# Missouri Medical Marijuana



## ForeverGreen42 (Jan 12, 2019)

Since there is no section for us, I figured I would create one.

Feel free to post anything & everything about medical marijuana in Missouri here.


----------



## ForeverGreen42 (Jan 12, 2019)

What does everyone think.. Better to go ahead and apply for licensing now and risk loosing your $10,000 for cultivation (only allowing 62 cultivators for the whole state) or wait and try to buy someone else's pre-existing license? It will cost more if waiting, but at the same time you then don't have to deal with headache of the application process


----------



## LinguaPeel (Jan 19, 2019)

If you apply you better be the only one holding a lotto ticket in your zone. Guarantee the lotto winners have already paid the fee and some. Most if not all licensing goes to big out of state investors using every loophole and bribe they can to dominate the market. 

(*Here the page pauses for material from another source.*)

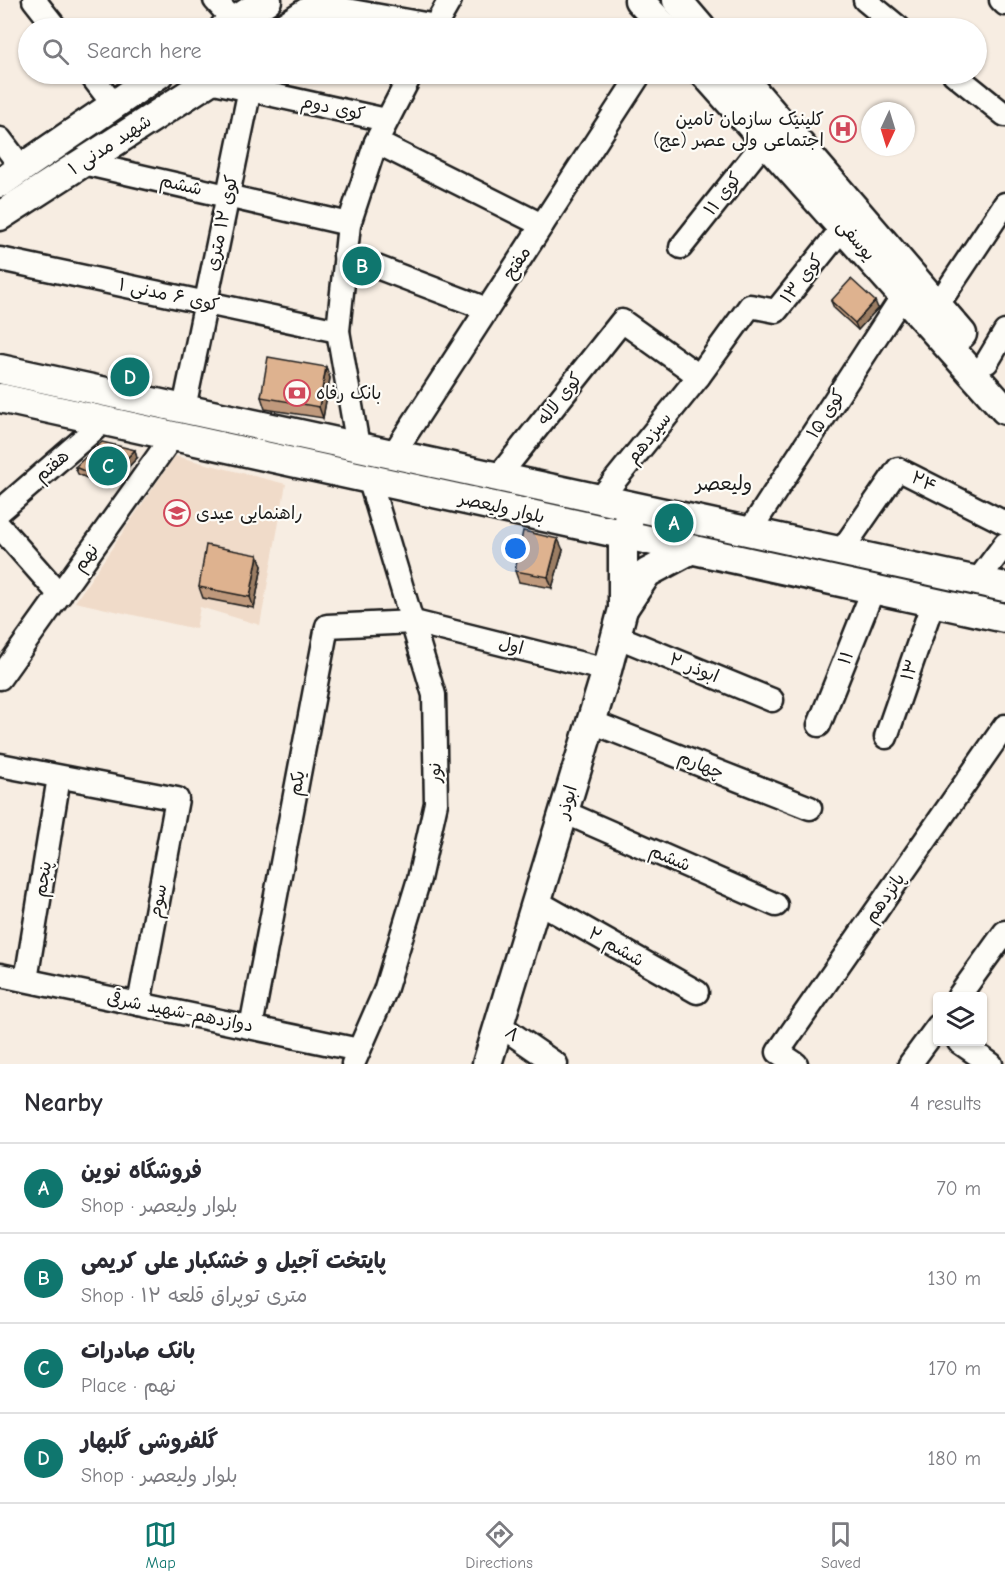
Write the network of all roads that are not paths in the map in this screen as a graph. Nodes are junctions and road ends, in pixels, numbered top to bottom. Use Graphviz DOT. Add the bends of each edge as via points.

There's no money to be made other than selling licenses to suckers who fail to acknowledge Missouri Cannabis won't be a thing when big poppa Trump legalizes Thc to get that 2nd term. When you can buy weed at Walmart, there will be no such thing as a dispensary, or a Missouri Cannabis farm. And with concentrates taking over to lead us into the eventuality of synthetics, moat certainly production will take place south of the border so even established domestic producer regions (Cali/Oregon) will be struggling for a place in the market. Every successful business plan in this industry is to develop a brand quickly then dump it on some poor sucker who will bw competing with Honduran grown herb distilled into e-cigs. Craft Cannabis will not be a thing. Cannabis is the new cigarette.


----------



## Renfro (Jan 19, 2019)

I think it's pretty gay to limit the number of licenses when not refunding the application fee. Like WTF?


----------



## Bodyne (Jan 24, 2019)

means if you are serious bout it, you'll come up with the money. Word on street is they received so much prepaid fees, after the shock, they realized what this may generate when all said and done. 
Also to add, I got fucking certification letter from dr today,woooohooooo, 6 flowering plants, no number limit on little ones. no outdoor grows, indoor grows have to be secured. The doctor send the documentation to the state and will notify patient when it time to pay. Cuts out on all the forged documents was starting to show up in places like Oregon. Missouri already ahead of IL when it comes to the program.


----------



## ToneOZ (Nov 10, 2019)

Bodyne said:


> means if you are serious bout it, you'll come up with the money. Word on street is they received so much prepaid fees, after the shock, they realized what this may generate when all said and done.
> Also to add, I got fucking certification letter from dr today,woooohooooo, 6 flowering plants, no number limit on little ones. no outdoor grows, indoor grows have to be secured. The doctor send the documentation to the state and will notify patient when it time to pay. Cuts out on all the forged documents was starting to show up in places like Oregon. Missouri already ahead of IL when it comes to the program.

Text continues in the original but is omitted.